Work order >>
All of the data that follows should be retyped exactly, please, except the pictures.

** Material to process follows **

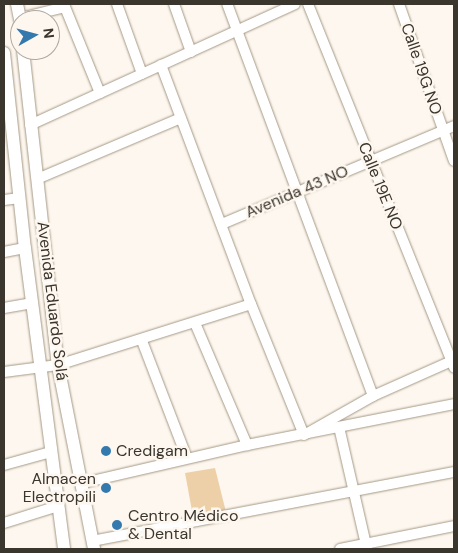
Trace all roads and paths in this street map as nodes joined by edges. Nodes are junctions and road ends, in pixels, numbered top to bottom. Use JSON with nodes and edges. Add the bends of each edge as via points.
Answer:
{"nodes":[{"id":1,"x":116,"y":4,"type":"edge"},
{"id":2,"x":174,"y":4,"type":"edge"},
{"id":3,"x":227,"y":4,"type":"edge"},
{"id":4,"x":295,"y":4,"type":"edge"},
{"id":5,"x":308,"y":4,"type":"edge"},
{"id":6,"x":399,"y":4,"type":"edge"},
{"id":7,"x":54,"y":10,"type":"edge"},
{"id":8,"x":236,"y":31,"type":"junction"},
{"id":9,"x":190,"y":52,"type":"junction"},
{"id":10,"x":4,"y":53,"type":"edge"},
{"id":11,"x":24,"y":60,"type":"edge"},
{"id":12,"x":161,"y":65,"type":"junction"},
{"id":13,"x":142,"y":74,"type":"junction"},
{"id":14,"x":100,"y":93,"type":"junction"},
{"id":15,"x":181,"y":118,"type":"junction"},
{"id":16,"x":30,"y":125,"type":"junction"},
{"id":17,"x":454,"y":126,"type":"edge"},
{"id":18,"x":442,"y":130,"type":"junction"},
{"id":19,"x":9,"y":150,"type":"edge"},
{"id":20,"x":370,"y":161,"type":"junction"},
{"id":21,"x":454,"y":162,"type":"edge"},
{"id":22,"x":37,"y":179,"type":"junction"},
{"id":23,"x":297,"y":192,"type":"junction"},
{"id":24,"x":20,"y":198,"type":"junction"},
{"id":25,"x":4,"y":200,"type":"edge"},
{"id":26,"x":222,"y":224,"type":"junction"},
{"id":27,"x":25,"y":248,"type":"junction"},
{"id":28,"x":4,"y":252,"type":"edge"},
{"id":29,"x":33,"y":304,"type":"junction"},
{"id":30,"x":251,"y":304,"type":"junction"},
{"id":31,"x":4,"y":308,"type":"edge"},
{"id":32,"x":195,"y":323,"type":"junction"},
{"id":33,"x":142,"y":340,"type":"junction"},
{"id":34,"x":453,"y":363,"type":"edge"},
{"id":35,"x":58,"y":365,"type":"junction"},
{"id":36,"x":40,"y":366,"type":"junction"},
{"id":37,"x":4,"y":372,"type":"edge"},
{"id":38,"x":373,"y":396,"type":"junction"},
{"id":39,"x":454,"y":404,"type":"edge"},
{"id":40,"x":339,"y":427,"type":"junction"},
{"id":41,"x":304,"y":435,"type":"junction"},
{"id":42,"x":247,"y":446,"type":"junction"},
{"id":43,"x":51,"y":452,"type":"junction"},
{"id":44,"x":187,"y":458,"type":"junction"},
{"id":45,"x":4,"y":465,"type":"edge"},
{"id":46,"x":454,"y":472,"type":"edge"},
{"id":47,"x":83,"y":483,"type":"junction"},
{"id":48,"x":354,"y":492,"type":"junction"},
{"id":49,"x":58,"y":506,"type":"junction"},
{"id":50,"x":4,"y":523,"type":"edge"},
{"id":51,"x":454,"y":526,"type":"edge"},
{"id":52,"x":93,"y":545,"type":"edge"},
{"id":53,"x":367,"y":547,"type":"edge"},
{"id":54,"x":64,"y":549,"type":"edge"},
{"id":55,"x":340,"y":549,"type":"edge"}],
"edges":[{"from":1,"to":13,"type":"street"},
{"from":2,"to":9,"type":"street"},
{"from":3,"to":8,"type":"street"},
{"from":4,"to":8,"type":"street"},
{"from":5,"to":20,"type":"street","name":"Calle 19E NO"},
{"from":6,"to":18,"type":"street","name":"Calle 19G NO"},
{"from":7,"to":14,"type":"street","via":[[65,7]]},
{"from":8,"to":9,"type":"street"},
{"from":8,"to":23,"type":"street"},
{"from":9,"to":12,"type":"street"},
{"from":10,"to":19,"type":"main road","name":"Avenida Eduardo Solá"},
{"from":11,"to":16,"type":"main road","name":"Avenida Eduardo Solá"},
{"from":12,"to":13,"type":"street"},
{"from":12,"to":15,"type":"street"},
{"from":13,"to":14,"type":"street"},
{"from":14,"to":16,"type":"street"},
{"from":15,"to":22,"type":"street"},
{"from":15,"to":26,"type":"street"},
{"from":16,"to":22,"type":"main road","name":"Avenida Eduardo Solá"},
{"from":17,"to":18,"type":"street","name":"Avenida 43 NO"},
{"from":18,"to":20,"type":"street","name":"Avenida 43 NO"},
{"from":18,"to":21,"type":"street","name":"Calle 19G NO"},
{"from":19,"to":24,"type":"main road","name":"Avenida Eduardo Solá"},
{"from":20,"to":23,"type":"street","name":"Avenida 43 NO"},
{"from":20,"to":34,"type":"street","name":"Calle 19E NO"},
{"from":22,"to":35,"type":"main road","name":"Avenida Eduardo Solá"},
{"from":23,"to":26,"type":"street","name":"Avenida 43 NO"},
{"from":23,"to":38,"type":"street"},
{"from":24,"to":25,"type":"street"},
{"from":24,"to":27,"type":"main road","name":"Avenida Eduardo Solá"},
{"from":26,"to":30,"type":"street"},
{"from":27,"to":28,"type":"street"},
{"from":27,"to":29,"type":"main road","name":"Avenida Eduardo Solá"},
{"from":29,"to":31,"type":"street"},
{"from":29,"to":36,"type":"main road","name":"Avenida Eduardo Solá"},
{"from":30,"to":32,"type":"street"},
{"from":30,"to":41,"type":"street"},
{"from":32,"to":33,"type":"street"},
{"from":32,"to":42,"type":"street"},
{"from":33,"to":35,"type":"street"},
{"from":33,"to":44,"type":"street"},
{"from":34,"to":38,"type":"street"},
{"from":35,"to":36,"type":"street"},
{"from":35,"to":47,"type":"main road","name":"Avenida Eduardo Solá"},
{"from":36,"to":37,"type":"street"},
{"from":36,"to":43,"type":"main road","name":"Avenida Eduardo Solá"},
{"from":38,"to":41,"type":"street"},
{"from":39,"to":40,"type":"street"},
{"from":40,"to":41,"type":"street"},
{"from":40,"to":48,"type":"street"},
{"from":41,"to":42,"type":"street"},
{"from":42,"to":44,"type":"street"},
{"from":43,"to":45,"type":"street"},
{"from":43,"to":49,"type":"main road","name":"Avenida Eduardo Solá"},
{"from":44,"to":47,"type":"street"},
{"from":46,"to":48,"type":"street"},
{"from":47,"to":52,"type":"main road","name":"Avenida Eduardo Solá"},
{"from":48,"to":52,"type":"street"},
{"from":48,"to":53,"type":"street"},
{"from":49,"to":50,"type":"street"},
{"from":49,"to":54,"type":"main road","name":"Avenida Eduardo Solá"},
{"from":51,"to":53,"type":"street"},
{"from":53,"to":55,"type":"street"}]}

** End of Material to process **

Exercise answer >>
Trace all roads and paths in this street map as nodes joined by edges. Nodes are junctions and road ends, in pixels, numbered top to bottom. Use JSON with nodes and edges. Add the bends of each edge as via points.
Answer:
{"nodes":[{"id":1,"x":116,"y":4,"type":"edge"},
{"id":2,"x":174,"y":4,"type":"edge"},
{"id":3,"x":227,"y":4,"type":"edge"},
{"id":4,"x":295,"y":4,"type":"edge"},
{"id":5,"x":308,"y":4,"type":"edge"},
{"id":6,"x":399,"y":4,"type":"edge"},
{"id":7,"x":54,"y":10,"type":"edge"},
{"id":8,"x":236,"y":31,"type":"junction"},
{"id":9,"x":190,"y":52,"type":"junction"},
{"id":10,"x":4,"y":53,"type":"edge"},
{"id":11,"x":24,"y":60,"type":"edge"},
{"id":12,"x":161,"y":65,"type":"junction"},
{"id":13,"x":142,"y":74,"type":"junction"},
{"id":14,"x":100,"y":93,"type":"junction"},
{"id":15,"x":181,"y":118,"type":"junction"},
{"id":16,"x":30,"y":125,"type":"junction"},
{"id":17,"x":454,"y":126,"type":"edge"},
{"id":18,"x":442,"y":130,"type":"junction"},
{"id":19,"x":9,"y":150,"type":"edge"},
{"id":20,"x":370,"y":161,"type":"junction"},
{"id":21,"x":454,"y":162,"type":"edge"},
{"id":22,"x":37,"y":179,"type":"junction"},
{"id":23,"x":297,"y":192,"type":"junction"},
{"id":24,"x":20,"y":198,"type":"junction"},
{"id":25,"x":4,"y":200,"type":"edge"},
{"id":26,"x":222,"y":224,"type":"junction"},
{"id":27,"x":25,"y":248,"type":"junction"},
{"id":28,"x":4,"y":252,"type":"edge"},
{"id":29,"x":33,"y":304,"type":"junction"},
{"id":30,"x":251,"y":304,"type":"junction"},
{"id":31,"x":4,"y":308,"type":"edge"},
{"id":32,"x":195,"y":323,"type":"junction"},
{"id":33,"x":142,"y":340,"type":"junction"},
{"id":34,"x":453,"y":363,"type":"edge"},
{"id":35,"x":58,"y":365,"type":"junction"},
{"id":36,"x":40,"y":366,"type":"junction"},
{"id":37,"x":4,"y":372,"type":"edge"},
{"id":38,"x":373,"y":396,"type":"junction"},
{"id":39,"x":454,"y":404,"type":"edge"},
{"id":40,"x":339,"y":427,"type":"junction"},
{"id":41,"x":304,"y":435,"type":"junction"},
{"id":42,"x":247,"y":446,"type":"junction"},
{"id":43,"x":51,"y":452,"type":"junction"},
{"id":44,"x":187,"y":458,"type":"junction"},
{"id":45,"x":4,"y":465,"type":"edge"},
{"id":46,"x":454,"y":472,"type":"edge"},
{"id":47,"x":83,"y":483,"type":"junction"},
{"id":48,"x":354,"y":492,"type":"junction"},
{"id":49,"x":58,"y":506,"type":"junction"},
{"id":50,"x":4,"y":523,"type":"edge"},
{"id":51,"x":454,"y":526,"type":"edge"},
{"id":52,"x":93,"y":545,"type":"edge"},
{"id":53,"x":367,"y":547,"type":"edge"},
{"id":54,"x":64,"y":549,"type":"edge"},
{"id":55,"x":340,"y":549,"type":"edge"}],
"edges":[{"from":1,"to":13,"type":"street"},
{"from":2,"to":9,"type":"street"},
{"from":3,"to":8,"type":"street"},
{"from":4,"to":8,"type":"street"},
{"from":5,"to":20,"type":"street","name":"Calle 19E NO"},
{"from":6,"to":18,"type":"street","name":"Calle 19G NO"},
{"from":7,"to":14,"type":"street","via":[[65,7]]},
{"from":8,"to":9,"type":"street"},
{"from":8,"to":23,"type":"street"},
{"from":9,"to":12,"type":"street"},
{"from":10,"to":19,"type":"main road","name":"Avenida Eduardo Solá"},
{"from":11,"to":16,"type":"main road","name":"Avenida Eduardo Solá"},
{"from":12,"to":13,"type":"street"},
{"from":12,"to":15,"type":"street"},
{"from":13,"to":14,"type":"street"},
{"from":14,"to":16,"type":"street"},
{"from":15,"to":22,"type":"street"},
{"from":15,"to":26,"type":"street"},
{"from":16,"to":22,"type":"main road","name":"Avenida Eduardo Solá"},
{"from":17,"to":18,"type":"street","name":"Avenida 43 NO"},
{"from":18,"to":20,"type":"street","name":"Avenida 43 NO"},
{"from":18,"to":21,"type":"street","name":"Calle 19G NO"},
{"from":19,"to":24,"type":"main road","name":"Avenida Eduardo Solá"},
{"from":20,"to":23,"type":"street","name":"Avenida 43 NO"},
{"from":20,"to":34,"type":"street","name":"Calle 19E NO"},
{"from":22,"to":35,"type":"main road","name":"Avenida Eduardo Solá"},
{"from":23,"to":26,"type":"street","name":"Avenida 43 NO"},
{"from":23,"to":38,"type":"street"},
{"from":24,"to":25,"type":"street"},
{"from":24,"to":27,"type":"main road","name":"Avenida Eduardo Solá"},
{"from":26,"to":30,"type":"street"},
{"from":27,"to":28,"type":"street"},
{"from":27,"to":29,"type":"main road","name":"Avenida Eduardo Solá"},
{"from":29,"to":31,"type":"street"},
{"from":29,"to":36,"type":"main road","name":"Avenida Eduardo Solá"},
{"from":30,"to":32,"type":"street"},
{"from":30,"to":41,"type":"street"},
{"from":32,"to":33,"type":"street"},
{"from":32,"to":42,"type":"street"},
{"from":33,"to":35,"type":"street"},
{"from":33,"to":44,"type":"street"},
{"from":34,"to":38,"type":"street"},
{"from":35,"to":36,"type":"street"},
{"from":35,"to":47,"type":"main road","name":"Avenida Eduardo Solá"},
{"from":36,"to":37,"type":"street"},
{"from":36,"to":43,"type":"main road","name":"Avenida Eduardo Solá"},
{"from":38,"to":41,"type":"street"},
{"from":39,"to":40,"type":"street"},
{"from":40,"to":41,"type":"street"},
{"from":40,"to":48,"type":"street"},
{"from":41,"to":42,"type":"street"},
{"from":42,"to":44,"type":"street"},
{"from":43,"to":45,"type":"street"},
{"from":43,"to":49,"type":"main road","name":"Avenida Eduardo Solá"},
{"from":44,"to":47,"type":"street"},
{"from":46,"to":48,"type":"street"},
{"from":47,"to":52,"type":"main road","name":"Avenida Eduardo Solá"},
{"from":48,"to":52,"type":"street"},
{"from":48,"to":53,"type":"street"},
{"from":49,"to":50,"type":"street"},
{"from":49,"to":54,"type":"main road","name":"Avenida Eduardo Solá"},
{"from":51,"to":53,"type":"street"},
{"from":53,"to":55,"type":"street"}]}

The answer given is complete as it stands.